Relations between Vilnius and Moscow have been hindered by LUKoil's plans to extract oil in the Baltic Sea close to the Curonian Spit, a unique stretch of sand dunes included on UNESCO's world heritage list.

Lithuanian Prime Minister Algirdas Brazauskas in June wrote to Prime Minister Mikhail Kasyanov demanding an international environmental safety evaluation of the company's plans to extract oil at the site, starting this year.

LUKoil estimates the D-6 oil field could provide 600,000 metric tons to 700,000 metric tons of oil annually for a period of 25 to 30 years.
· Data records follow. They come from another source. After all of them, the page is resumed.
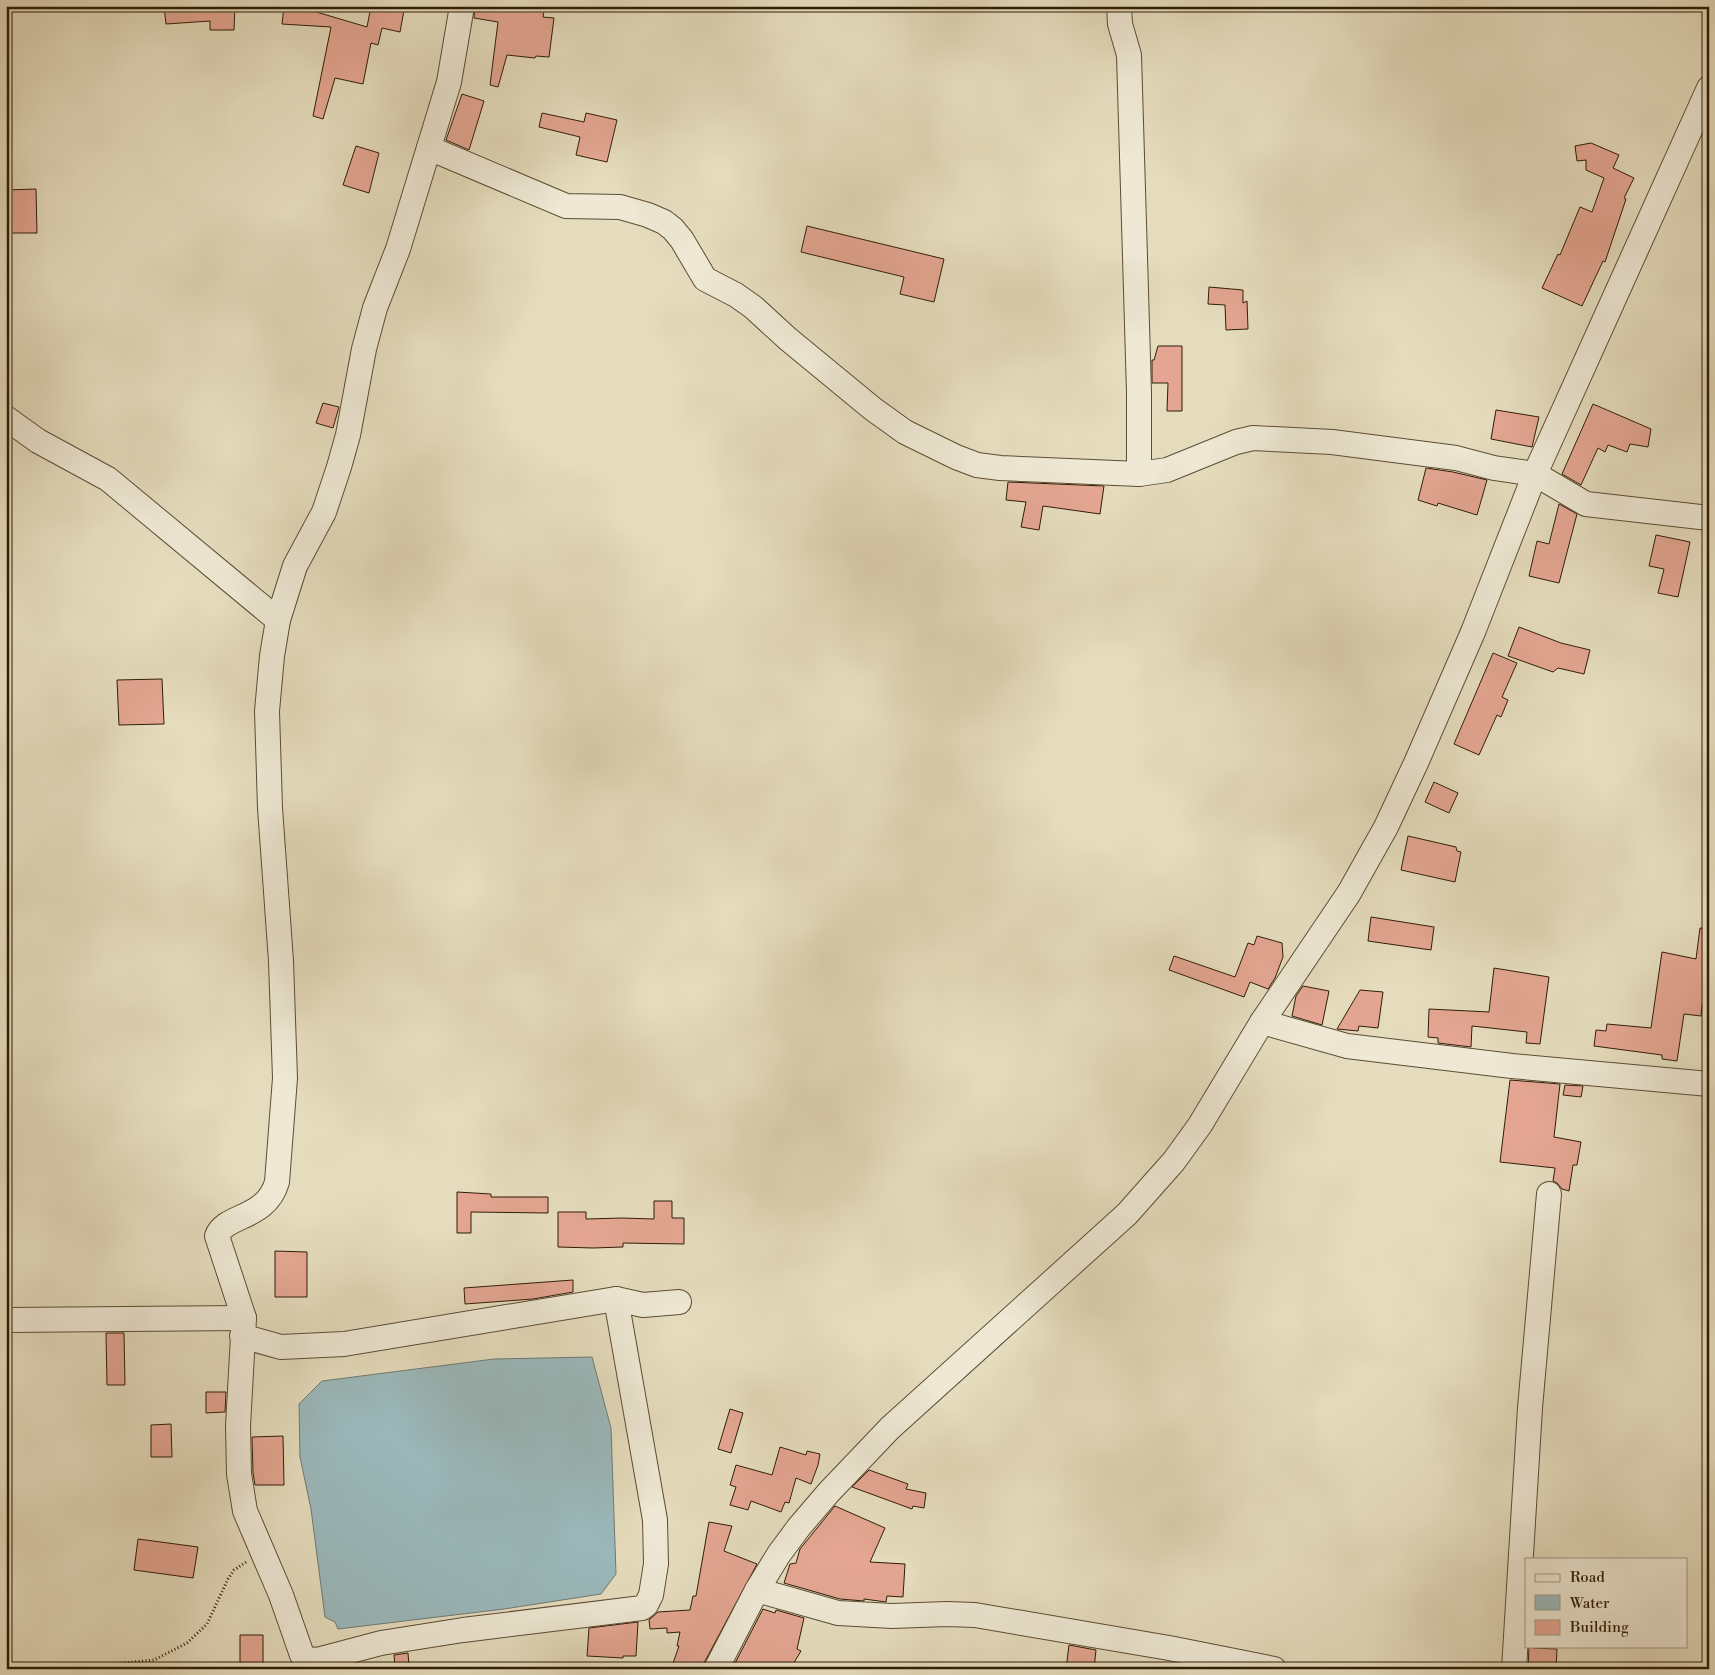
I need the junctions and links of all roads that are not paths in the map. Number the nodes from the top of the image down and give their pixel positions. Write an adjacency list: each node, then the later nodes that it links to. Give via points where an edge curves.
1 (462, 6): 4 (street, via 449,82)
2 (1119, 6): 6 (street, via 1120,24 1129,55)
3 (1709, 88): 7 (street)
4 (429, 148): 6 (street, via 566,206 620,207 664,222 682,240 705,279 753,307 873,409 905,432 956,457 977,465 1000,468); 9 (street, via 398,249 375,308 339,467 324,512 295,566)
5 (6, 418): 9 (street, via 38,441 108,479)
6 (1139, 474): 7 (street, via 1167,470 1236,442 1260,438 1332,442 1428,454)
7 (1534, 474): 8 (street, via 1586,504); 10 (street, via 1473,632 1386,827 1349,892)
8 (1709, 518)
9 (278, 620): 16 (street, via 267,711 285,1078 277,1182 269,1200 220,1229 217,1236)
10 (1262, 1022): 11 (street, via 1347,1046 1512,1066); 17 (street, via 1200,1125 1161,1178 1127,1214 890,1428 799,1527)
11 (1709, 1084)
12 (1549, 1194): 20 (street, via 1530,1408)
13 (616, 1299): 14 (street, via 643,1305); 16 (street, via 344,1344 281,1347); 16 (street, via 656,1520 656,1564 646,1605 381,1643 313,1660 302,1655 246,1511 239,1474 238,1426)
14 (679, 1302)
15 (6, 1320): 16 (street)
16 (243, 1327)
17 (757, 1590): 18 (street); 19 (street, via 838,1613 975,1615)
18 (716, 1669)
19 (1274, 1669)
20 (1514, 1669)

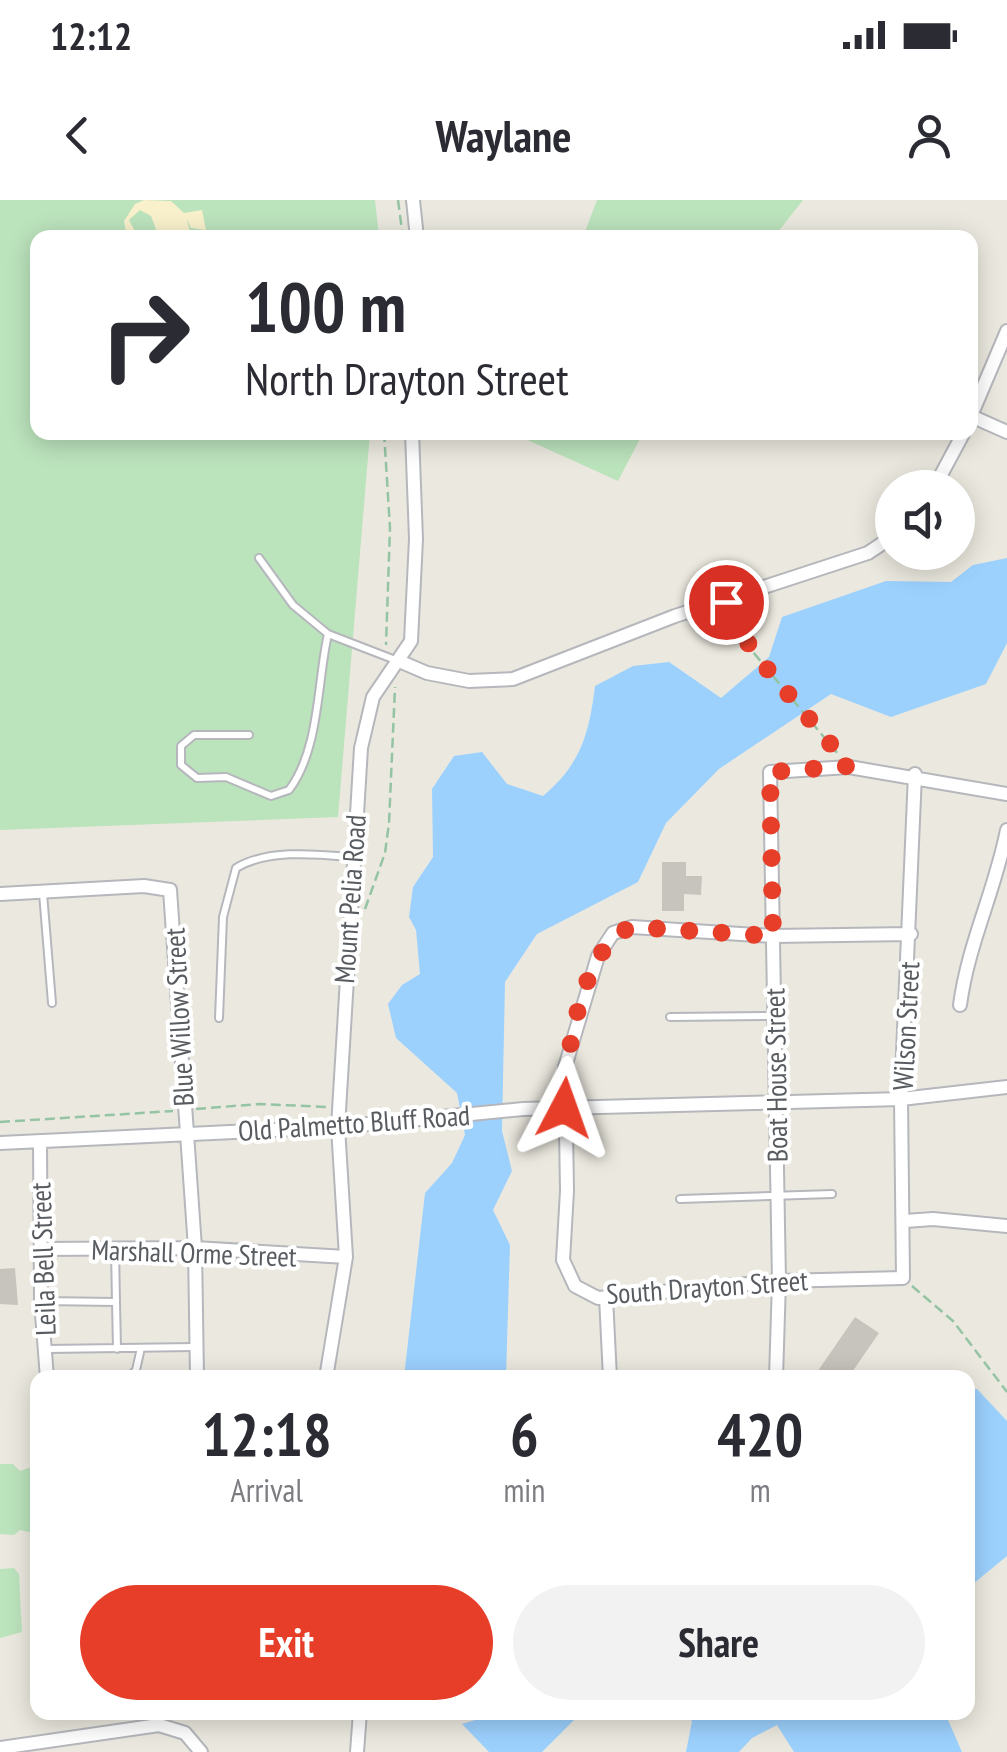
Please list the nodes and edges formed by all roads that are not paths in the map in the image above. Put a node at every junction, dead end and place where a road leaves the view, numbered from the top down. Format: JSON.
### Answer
{"nodes":[{"id":1,"x":414,"y":200,"type":"edge"},
{"id":2,"x":416,"y":230,"type":"edge"},
{"id":3,"x":1007,"y":331,"type":"edge"},
{"id":4,"x":978,"y":400,"type":"edge"},
{"id":5,"x":978,"y":420,"type":"edge"},
{"id":6,"x":1007,"y":432,"type":"edge"},
{"id":7,"x":412,"y":440,"type":"edge"},
{"id":8,"x":960,"y":440,"type":"edge"},
{"id":9,"x":944,"y":470,"type":"edge"},
{"id":10,"x":875,"y":548,"type":"edge"},
{"id":11,"x":259,"y":558,"type":"dead end"},
{"id":12,"x":328,"y":634,"type":"junction"},
{"id":13,"x":394,"y":662,"type":"junction"},
{"id":14,"x":249,"y":735,"type":"dead end"},
{"id":15,"x":915,"y":774,"type":"junction"},
{"id":16,"x":1007,"y":794,"type":"edge"},
{"id":17,"x":1007,"y":830,"type":"edge"},
{"id":18,"x":352,"y":857,"type":"junction"},
{"id":19,"x":43,"y":892,"type":"junction"},
{"id":20,"x":0,"y":894,"type":"edge"},
{"id":21,"x":911,"y":934,"type":"junction"},
{"id":22,"x":773,"y":936,"type":"junction"},
{"id":23,"x":52,"y":1003,"type":"dead end"},
{"id":24,"x":960,"y":1005,"type":"dead end"},
{"id":25,"x":775,"y":1016,"type":"junction"},
{"id":26,"x":670,"y":1017,"type":"dead end"},
{"id":27,"x":218,"y":1018,"type":"dead end"},
{"id":28,"x":1007,"y":1087,"type":"edge"},
{"id":29,"x":901,"y":1098,"type":"junction"},
{"id":30,"x":776,"y":1105,"type":"junction"},
{"id":31,"x":564,"y":1108,"type":"junction"},
{"id":32,"x":338,"y":1128,"type":"junction"},
{"id":33,"x":186,"y":1134,"type":"junction"},
{"id":34,"x":40,"y":1141,"type":"junction"},
{"id":35,"x":0,"y":1143,"type":"edge"},
{"id":36,"x":778,"y":1194,"type":"junction"},
{"id":37,"x":832,"y":1194,"type":"dead end"},
{"id":38,"x":680,"y":1199,"type":"dead end"},
{"id":39,"x":904,"y":1221,"type":"junction"},
{"id":40,"x":1007,"y":1226,"type":"edge"},
{"id":41,"x":195,"y":1248,"type":"junction"},
{"id":42,"x":114,"y":1249,"type":"junction"},
{"id":43,"x":42,"y":1250,"type":"junction"},
{"id":44,"x":346,"y":1257,"type":"junction"},
{"id":45,"x":902,"y":1278,"type":"joint"},
{"id":46,"x":779,"y":1280,"type":"junction"},
{"id":47,"x":606,"y":1297,"type":"junction"},
{"id":48,"x":41,"y":1301,"type":"junction"},
{"id":49,"x":116,"y":1302,"type":"junction"},
{"id":50,"x":196,"y":1347,"type":"junction"},
{"id":51,"x":117,"y":1348,"type":"junction"},
{"id":52,"x":141,"y":1348,"type":"junction"},
{"id":53,"x":46,"y":1349,"type":"junction"},
{"id":54,"x":47,"y":1370,"type":"edge"},
{"id":55,"x":136,"y":1370,"type":"edge"},
{"id":56,"x":197,"y":1370,"type":"edge"},
{"id":57,"x":327,"y":1370,"type":"edge"},
{"id":58,"x":610,"y":1370,"type":"edge"},
{"id":59,"x":776,"y":1370,"type":"edge"},
{"id":60,"x":148,"y":1720,"type":"edge"},
{"id":61,"x":163,"y":1720,"type":"edge"},
{"id":62,"x":359,"y":1720,"type":"edge"},
{"id":63,"x":0,"y":1748,"type":"edge"},
{"id":64,"x":202,"y":1752,"type":"edge"},
{"id":65,"x":357,"y":1752,"type":"edge"}],
"edges":[{"from":1,"to":2,"type":"street"},
{"from":3,"to":4,"type":"street"},
{"from":5,"to":6,"type":"street"},
{"from":7,"to":13,"type":"street","name":"Mount Pelia Road"},
{"from":8,"to":9,"type":"street"},
{"from":10,"to":13,"type":"street"},
{"from":11,"to":12,"type":"lane"},
{"from":12,"to":13,"type":"lane"},
{"from":12,"to":14,"type":"lane"},
{"from":13,"to":18,"type":"street","name":"Mount Pelia Road"},
{"from":15,"to":16,"type":"street","name":"Boat House Street"},
{"from":15,"to":21,"type":"street","name":"Wilson Street"},
{"from":15,"to":22,"type":"street","name":"Boat House Street"},
{"from":17,"to":24,"type":"street"},
{"from":18,"to":27,"type":"lane"},
{"from":18,"to":32,"type":"street","name":"Mount Pelia Road"},
{"from":19,"to":20,"type":"street","name":"Blue Willow Street"},
{"from":19,"to":23,"type":"lane"},
{"from":19,"to":33,"type":"street","name":"Blue Willow Street"},
{"from":21,"to":22,"type":"street"},
{"from":21,"to":29,"type":"street","name":"Wilson Street"},
{"from":22,"to":25,"type":"street","name":"Boat House Street"},
{"from":22,"to":31,"type":"street","name":"South Drayton Street"},
{"from":25,"to":26,"type":"lane"},
{"from":25,"to":30,"type":"street","name":"Boat House Street"},
{"from":28,"to":29,"type":"street","name":"Old Palmetto Bluff Road"},
{"from":29,"to":30,"type":"street","name":"Old Palmetto Bluff Road"},
{"from":29,"to":39,"type":"street","name":"Wilson Street"},
{"from":30,"to":31,"type":"street","name":"Old Palmetto Bluff Road"},
{"from":30,"to":36,"type":"street","name":"Boat House Street"},
{"from":31,"to":32,"type":"street","name":"Old Palmetto Bluff Road"},
{"from":31,"to":47,"type":"street","name":"South Drayton Street"},
{"from":32,"to":33,"type":"street","name":"Old Palmetto Bluff Road"},
{"from":32,"to":44,"type":"street","name":"Mount Pelia Road"},
{"from":33,"to":34,"type":"street","name":"Old Palmetto Bluff Road"},
{"from":33,"to":41,"type":"street","name":"Blue Willow Street"},
{"from":34,"to":35,"type":"street","name":"Old Palmetto Bluff Road"},
{"from":34,"to":43,"type":"street","name":"Leila Bell Street"},
{"from":36,"to":37,"type":"lane"},
{"from":36,"to":38,"type":"lane"},
{"from":36,"to":46,"type":"street","name":"Boat House Street"},
{"from":39,"to":40,"type":"street"},
{"from":39,"to":45,"type":"street","name":"Wilson Street"},
{"from":41,"to":42,"type":"street","name":"Marshall Orme Street"},
{"from":41,"to":44,"type":"street","name":"Marshall Orme Street"},
{"from":41,"to":50,"type":"street","name":"Blue Willow Street"},
{"from":42,"to":43,"type":"street","name":"Marshall Orme Street"},
{"from":42,"to":49,"type":"lane"},
{"from":43,"to":48,"type":"street","name":"Leila Bell Street"},
{"from":44,"to":57,"type":"street","name":"Mount Pelia Road"},
{"from":45,"to":46,"type":"street","name":"South Drayton Street"},
{"from":46,"to":47,"type":"street","name":"South Drayton Street"},
{"from":46,"to":59,"type":"street","name":"Boat House Street"},
{"from":47,"to":58,"type":"street"},
{"from":48,"to":49,"type":"lane"},
{"from":48,"to":53,"type":"street","name":"Leila Bell Street"},
{"from":49,"to":51,"type":"lane"},
{"from":50,"to":52,"type":"lane"},
{"from":50,"to":56,"type":"street","name":"Blue Willow Street"},
{"from":51,"to":52,"type":"lane"},
{"from":51,"to":53,"type":"lane"},
{"from":52,"to":55,"type":"lane"},
{"from":53,"to":54,"type":"street","name":"Leila Bell Street"},
{"from":60,"to":63,"type":"street"},
{"from":61,"to":64,"type":"street"},
{"from":62,"to":65,"type":"street"}]}
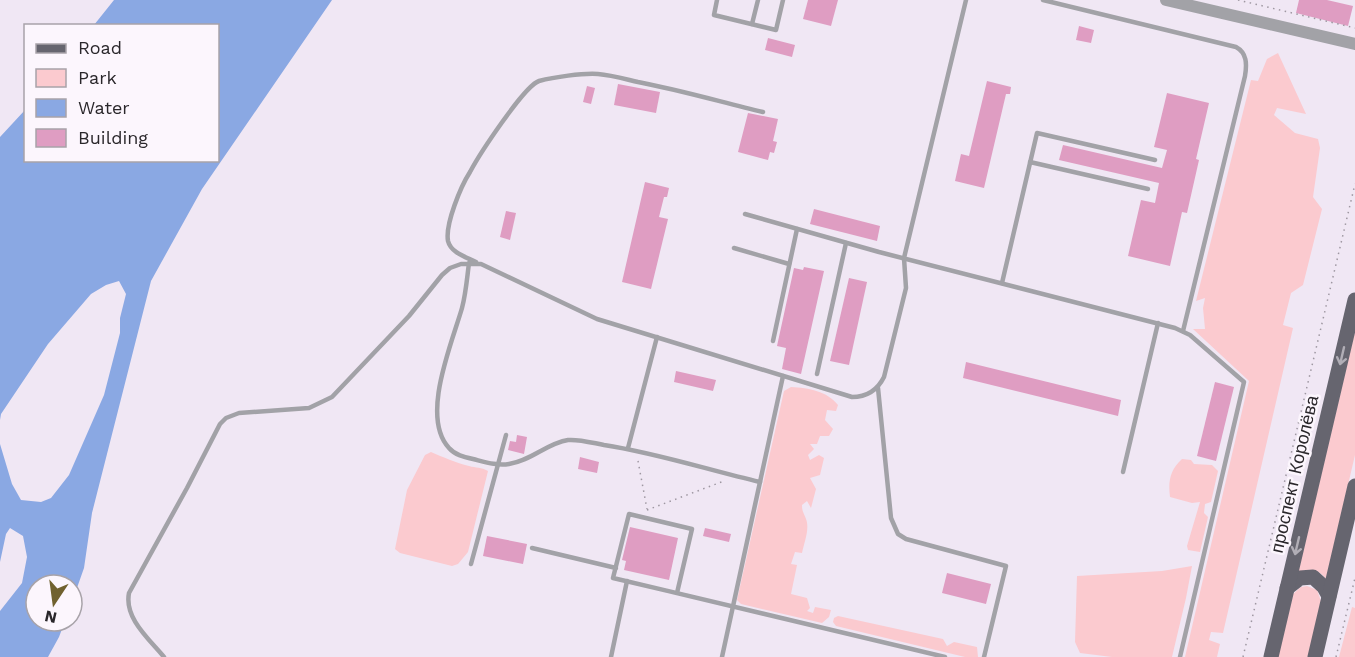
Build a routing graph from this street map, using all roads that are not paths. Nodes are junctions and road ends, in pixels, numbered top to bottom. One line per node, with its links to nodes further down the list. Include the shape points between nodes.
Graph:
1 (717, 0): 7 (lane, via 714,15)
2 (758, 0): 7 (lane)
3 (783, 0): 7 (lane, via 776,30)
4 (966, 0): 17 (lane)
5 (1043, 0): 24 (lane, via 1236,47 1244,55 1245,76)
6 (1166, 0): 8 (street)
7 (752, 24)
8 (1355, 44)
9 (763, 112): 19 (lane, via 600,74 538,81 525,92 470,172 451,219 450,246)
10 (1155, 160): 11 (lane, via 1037,132)
11 (1030, 162): 12 (lane); 21 (lane)
12 (1148, 189)
13 (745, 214): 14 (lane)
14 (797, 229): 15 (lane); 20 (lane)
15 (846, 243): 17 (lane); 27 (lane)
16 (734, 248): 20 (lane)
17 (904, 258): 21 (lane); 29 (lane, via 906,288)
18 (469, 263): 19 (lane); 32 (lane, via 463,304 436,400 438,419 441,436 455,453); 45 (lane, via 450,268 442,275 410,316 332,397 309,408 239,413 220,424 129,593 131,615)
19 (481, 264): 25 (lane, via 578,311)
20 (789, 264): 26 (lane)
21 (1002, 283): 23 (lane)
22 (1355, 300): 41 (main road, проспект Королёва, one-way to 41)
23 (1158, 323): 24 (lane); 33 (lane)
24 (1183, 331): 50 (lane, via 1244,382)
25 (657, 337): 28 (lane); 31 (lane)
26 (773, 341)
27 (817, 374)
28 (783, 376): 29 (lane, via 852,397 867,395); 34 (lane)
29 (878, 388): 49 (lane, via 891,518 898,534 916,543 1006,566)
30 (506, 435): 32 (lane)
31 (628, 448): 32 (lane, via 569,440 523,461); 34 (lane)
32 (498, 465): 38 (lane)
33 (1123, 472)
34 (760, 482): 44 (lane)
35 (1355, 486): 36 (main road)
36 (1349, 536): 43 (main road)
37 (532, 548): 39 (lane)
38 (471, 564)
39 (616, 568): 40 (lane, via 614,578); 42 (lane, via 629,514 692,529)
40 (627, 581): 42 (lane); 46 (lane)
41 (1287, 588): 43 (main road, via 1300,578 1313,577); 51 (main road, проспект Королёва)
42 (677, 593): 44 (lane)
43 (1329, 596): 52 (main road)
44 (733, 606): 47 (lane); 48 (lane)
45 (164, 657)
46 (611, 657)
47 (722, 657)
48 (945, 657)
49 (984, 657)
50 (1180, 657)
51 (1271, 657)
52 (1315, 657)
Oil reserves in this area are estimated at 24 million tons.

"If these plans are realized, this will become not only a Lithuanian problem but a problem for the European Union as the oil field will be surrounded by EU territory next year," AFP quoted Piksrys as saying,




$180M Glass Plant



ST. PETERSBURG (Prime-Tass) -- Veda-Pak plans to start construction of a $180 million sheet glass factory in the Nizhny Novgorod region next year, the company said Tuesday.

The company plans to use both its own funds and bank loans to finance the construction.

It is expected that the factory would produce 20 million square meters of sheet glass per year.

Veda-Pak, part of the Veda Sistema holding, is controlled by Topside Holdings, which is registered in Gibraltar.




$1.4Bln Bond Dispute



KIEV (Prime-Tass) -- Ukrainian national oil and gas company Neftegaz Ukrainy has postponed the transfer of its eurobonds worth $1.4 billion to Gazprom, Ukraine's Fuel and Energy Minister Sergei Yermilov told reporters late Monday.

The eurobonds were issued to settle Ukraine's $1.4 billion debt to Russia for supplied natural gas, and their transfer to Gazprom was originally scheduled for July 1.

The transfer was postponed as Gazprom failed to resolve problems related to a tax on the eurobonds, Yermilov said.

"I think that this problem will be settled this year as it is in Russia's interests to do so," he said without elaborating.




OMZ Wins Syria Job



MOSCOW (Bloomberg) -- United Heavy Machineries, or OMZ, the country's biggest engineering company, has won a $43 million contract to supply oil drilling rigs to Syria's state oil company.

"The major details of the contract and financing method are being developed by the Syrian oil company,'' OMZ said in an e-mailed statement.

The company did not provide details of the contract.

OMZ, which produces about 70 percent of the country's oil drilling equipment, increased its backlog of outstanding orders to more than $1 billion last year, from $445 million at the start of 2002.

The company's shares were unchanged at $7.05 at 4:23 p.m. in Moscow.